## What you should do
Can you transcribe every entry word for word, skipping the images?

## Data for this task
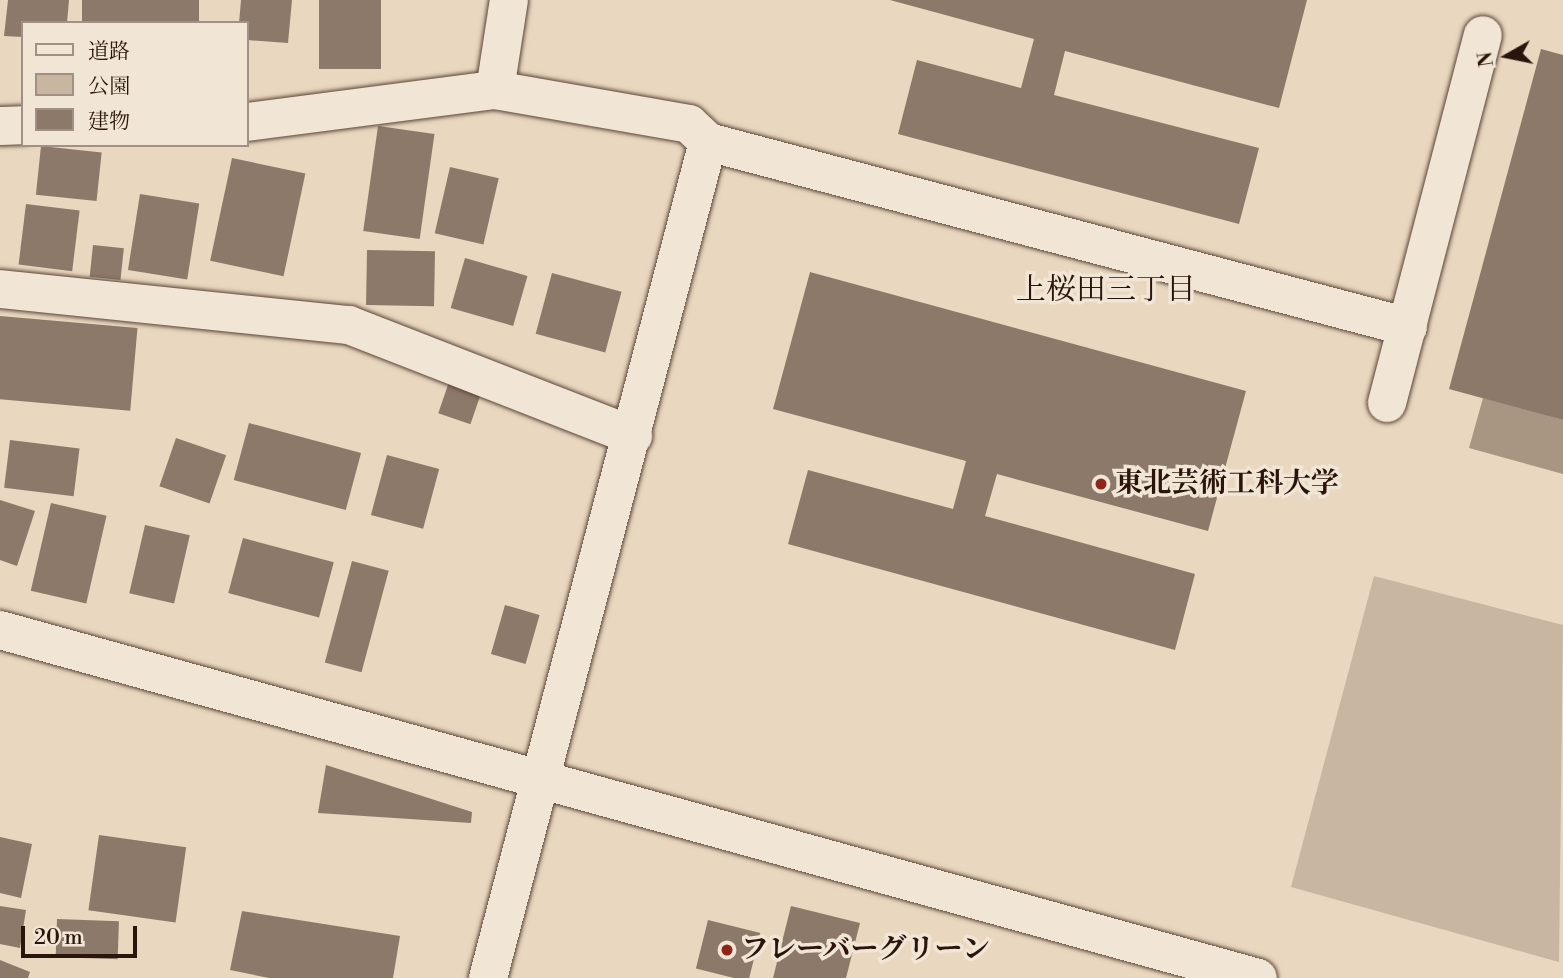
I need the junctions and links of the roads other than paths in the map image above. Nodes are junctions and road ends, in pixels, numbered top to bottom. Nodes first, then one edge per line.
1 (509, 0) edge
2 (1483, 36) dead end
3 (495, 90) junction
4 (248, 122) edge
5 (21, 125) edge
6 (0, 126) edge
7 (708, 142) junction
8 (0, 289) edge
9 (1408, 327) junction
10 (1387, 404) dead end
11 (633, 436) junction
12 (0, 630) edge
13 (539, 782) junction
14 (488, 978) edge
15 (1258, 978) edge

1 - 3 street
2 - 9 street
3 - 4 street
3 - 7 street
5 - 6 street
7 - 9 street
7 - 11 street
8 - 11 street
9 - 10 street
11 - 13 street
12 - 13 street
13 - 14 street
13 - 15 street

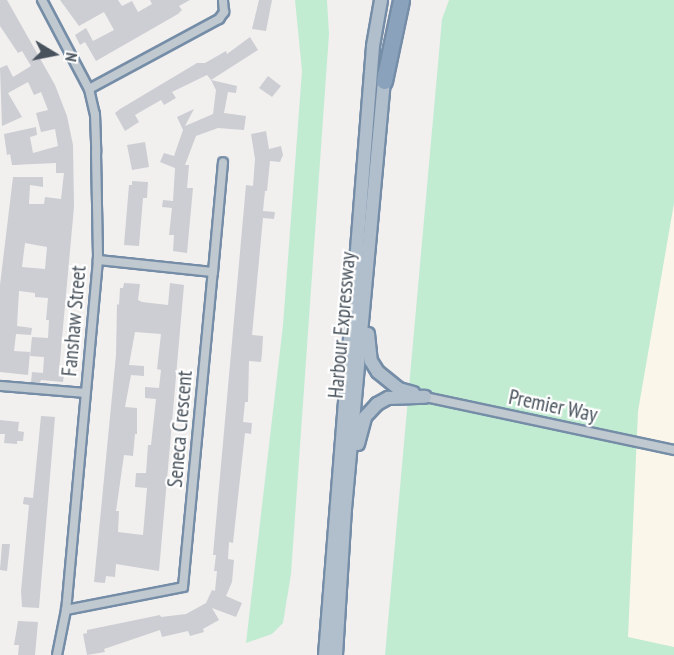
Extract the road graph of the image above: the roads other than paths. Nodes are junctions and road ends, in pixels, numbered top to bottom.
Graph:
1 (42, 0) edge
2 (223, 0) edge
3 (381, 0) edge
4 (396, 0) edge
5 (401, 0) edge
6 (384, 81) junction
7 (89, 89) junction
8 (223, 162) dead end
9 (98, 260) junction
10 (367, 271) junction
11 (213, 272) junction
12 (0, 386) edge
13 (85, 393) junction
14 (425, 397) junction
15 (674, 450) edge
16 (345, 509) junction
17 (66, 610) junction
18 (57, 655) edge
19 (325, 655) edge
20 (336, 655) edge

1 - 7 street, Fanshaw Street
2 - 7 street
3 - 19 main road, Harbour Expressway
4 - 6 main road, Harbour Expressway
5 - 6 highway
6 - 10 main road, Harbour Expressway
7 - 9 street, Fanshaw Street
8 - 11 street
9 - 11 street
9 - 13 street, Fanshaw Street
10 - 14 main road
10 - 16 main road, Harbour Expressway
11 - 17 street, Seneca Crescent
12 - 13 street
13 - 17 street, Fanshaw Street
14 - 15 street, Premier Way
14 - 16 main road
16 - 20 main road, Harbour Expressway
17 - 18 street, Fanshaw Street

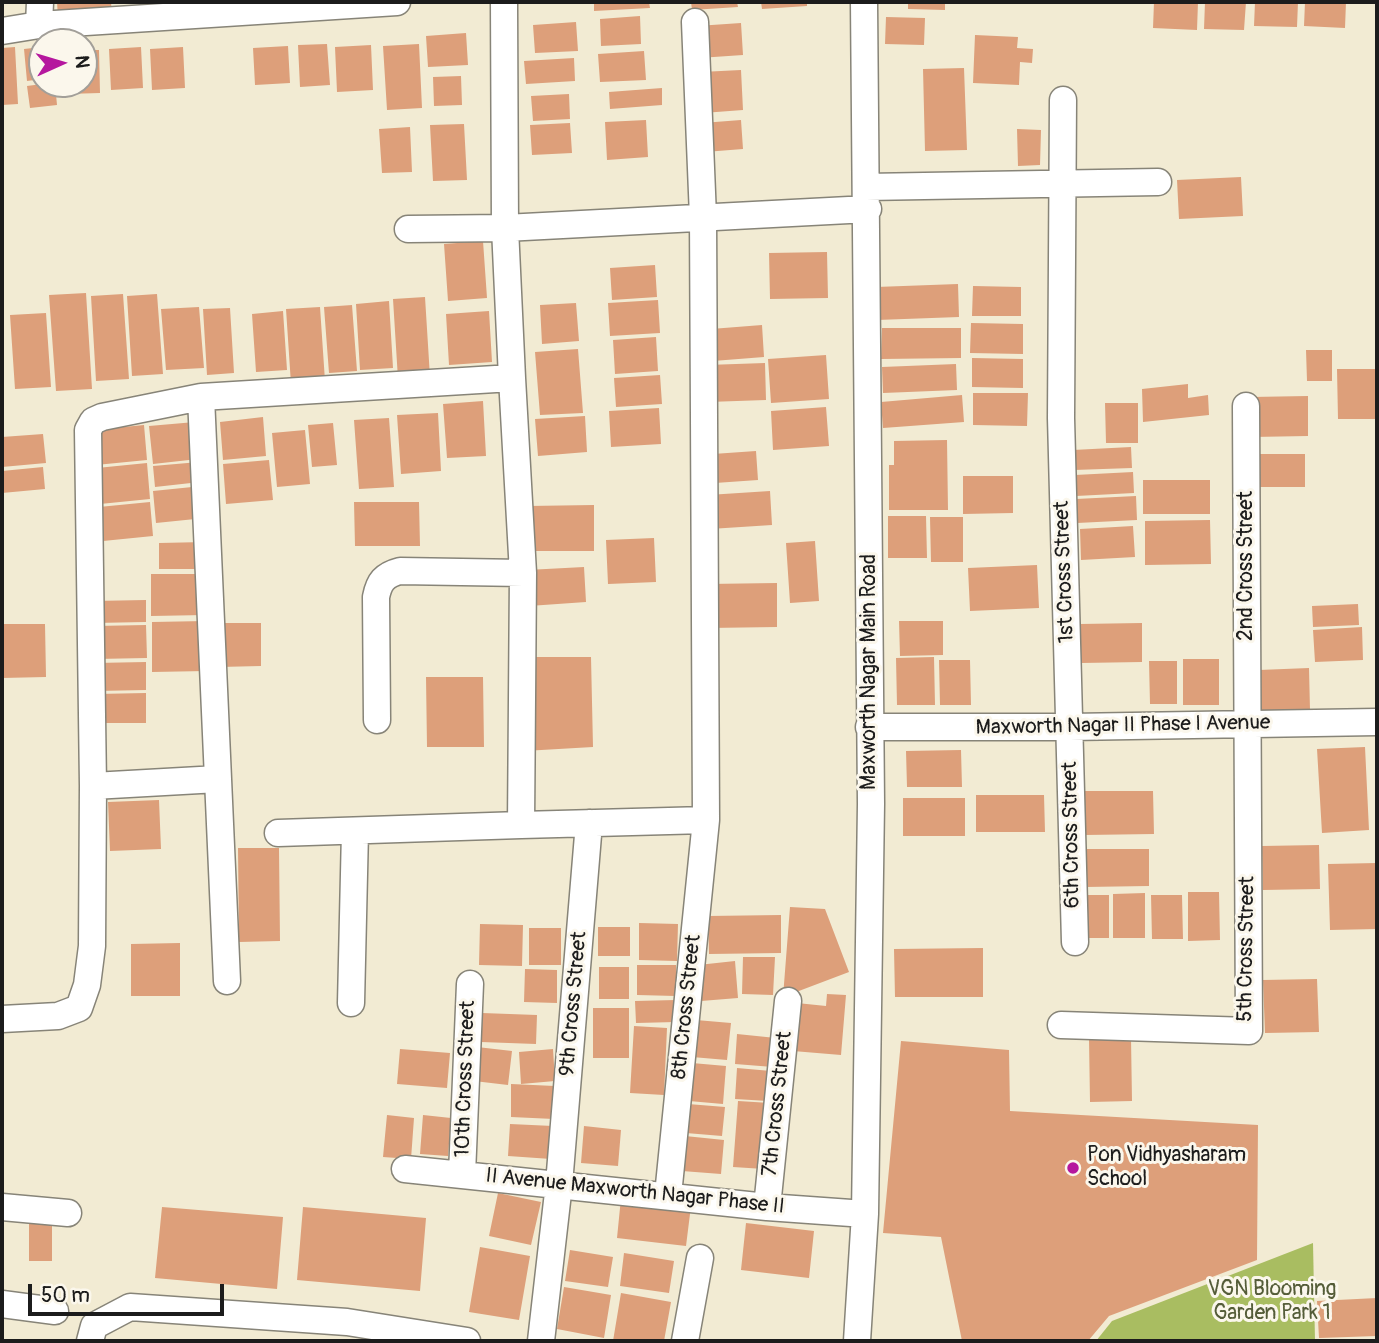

## Result
I need the junctions and links of the roads other than paths in the map image above. Nodes are junctions and road ends, in pixels, numbered top to bottom. Nodes first, then one edge per line.
1 (509, 0) edge
2 (1483, 36) dead end
3 (495, 90) junction
4 (248, 122) edge
5 (21, 125) edge
6 (0, 126) edge
7 (708, 142) junction
8 (0, 289) edge
9 (1408, 327) junction
10 (1387, 404) dead end
11 (633, 436) junction
12 (0, 630) edge
13 (539, 782) junction
14 (488, 978) edge
15 (1258, 978) edge

1 - 3 street
2 - 9 street
3 - 4 street
3 - 7 street
5 - 6 street
7 - 9 street
7 - 11 street
8 - 11 street
9 - 10 street
11 - 13 street
12 - 13 street
13 - 14 street
13 - 15 street

Extract the road graph of the image above: the roads other than paths. Nodes are junctions and road ends, in pixels, numbered top to bottom.
Graph:
1 (42, 0) edge
2 (223, 0) edge
3 (381, 0) edge
4 (396, 0) edge
5 (401, 0) edge
6 (384, 81) junction
7 (89, 89) junction
8 (223, 162) dead end
9 (98, 260) junction
10 (367, 271) junction
11 (213, 272) junction
12 (0, 386) edge
13 (85, 393) junction
14 (425, 397) junction
15 (674, 450) edge
16 (345, 509) junction
17 (66, 610) junction
18 (57, 655) edge
19 (325, 655) edge
20 (336, 655) edge

1 - 7 street, Fanshaw Street
2 - 7 street
3 - 19 main road, Harbour Expressway
4 - 6 main road, Harbour Expressway
5 - 6 highway
6 - 10 main road, Harbour Expressway
7 - 9 street, Fanshaw Street
8 - 11 street
9 - 11 street
9 - 13 street, Fanshaw Street
10 - 14 main road
10 - 16 main road, Harbour Expressway
11 - 17 street, Seneca Crescent
12 - 13 street
13 - 17 street, Fanshaw Street
14 - 15 street, Premier Way
14 - 16 main road
16 - 20 main road, Harbour Expressway
17 - 18 street, Fanshaw Street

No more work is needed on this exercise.